** Opening Source information block **
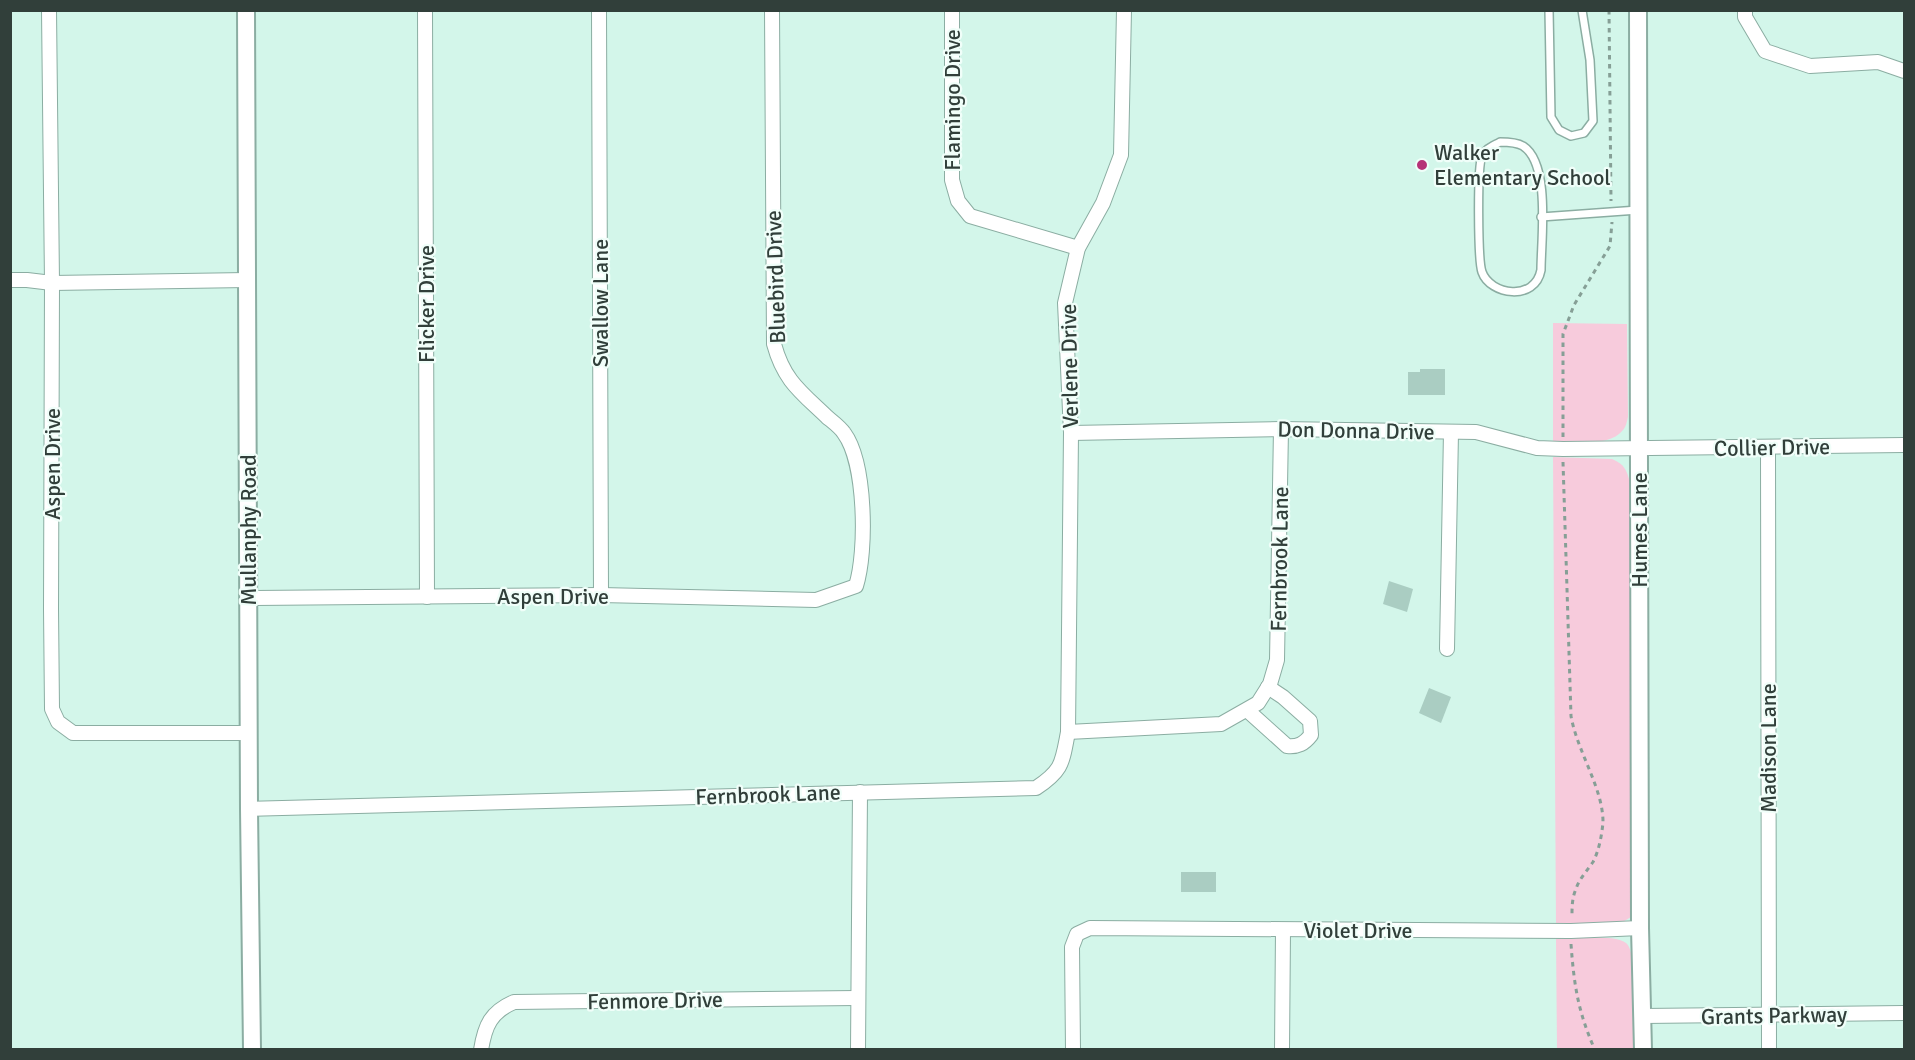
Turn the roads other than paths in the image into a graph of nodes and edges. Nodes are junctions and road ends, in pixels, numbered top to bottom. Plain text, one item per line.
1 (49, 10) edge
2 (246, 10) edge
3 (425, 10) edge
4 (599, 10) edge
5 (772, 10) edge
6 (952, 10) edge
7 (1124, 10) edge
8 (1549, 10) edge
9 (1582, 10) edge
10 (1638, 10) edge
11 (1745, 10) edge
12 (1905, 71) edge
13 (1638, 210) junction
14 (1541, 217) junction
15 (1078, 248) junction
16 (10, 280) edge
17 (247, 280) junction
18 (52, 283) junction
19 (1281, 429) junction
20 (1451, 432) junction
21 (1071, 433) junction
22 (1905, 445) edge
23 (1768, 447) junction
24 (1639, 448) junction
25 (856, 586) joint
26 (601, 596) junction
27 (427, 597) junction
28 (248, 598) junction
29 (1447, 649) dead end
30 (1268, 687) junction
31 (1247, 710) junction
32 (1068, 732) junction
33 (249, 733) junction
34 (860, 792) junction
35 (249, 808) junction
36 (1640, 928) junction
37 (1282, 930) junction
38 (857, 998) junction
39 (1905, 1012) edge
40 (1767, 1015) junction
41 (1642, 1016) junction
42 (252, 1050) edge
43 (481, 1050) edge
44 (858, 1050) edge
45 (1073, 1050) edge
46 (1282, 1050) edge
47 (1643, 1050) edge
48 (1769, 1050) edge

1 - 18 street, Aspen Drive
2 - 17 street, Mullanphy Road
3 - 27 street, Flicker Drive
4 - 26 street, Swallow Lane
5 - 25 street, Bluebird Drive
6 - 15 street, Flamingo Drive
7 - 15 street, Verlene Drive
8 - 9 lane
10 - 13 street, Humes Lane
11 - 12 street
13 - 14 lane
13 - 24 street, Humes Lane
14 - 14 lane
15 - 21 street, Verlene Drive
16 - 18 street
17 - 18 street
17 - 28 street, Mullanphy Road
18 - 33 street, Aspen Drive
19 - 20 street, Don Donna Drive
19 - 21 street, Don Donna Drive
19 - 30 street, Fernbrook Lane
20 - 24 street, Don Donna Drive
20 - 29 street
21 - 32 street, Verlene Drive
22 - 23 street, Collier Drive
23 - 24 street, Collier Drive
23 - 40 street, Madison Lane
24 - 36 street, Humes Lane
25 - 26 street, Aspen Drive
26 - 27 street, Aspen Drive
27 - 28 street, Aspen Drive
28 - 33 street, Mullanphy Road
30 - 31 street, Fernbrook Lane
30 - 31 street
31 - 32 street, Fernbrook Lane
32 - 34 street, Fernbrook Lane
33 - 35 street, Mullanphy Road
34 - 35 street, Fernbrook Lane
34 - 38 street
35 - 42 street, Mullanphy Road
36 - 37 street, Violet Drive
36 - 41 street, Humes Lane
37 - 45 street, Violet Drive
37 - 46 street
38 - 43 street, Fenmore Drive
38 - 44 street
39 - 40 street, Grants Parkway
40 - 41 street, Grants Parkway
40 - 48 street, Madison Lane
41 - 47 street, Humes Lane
** Closing Source information block **
▶ Problem requirements: Find all the lines containing "Collier" in the material, then copy them.

▶ Solved exercise:
22 - 23 street, Collier Drive
23 - 24 street, Collier Drive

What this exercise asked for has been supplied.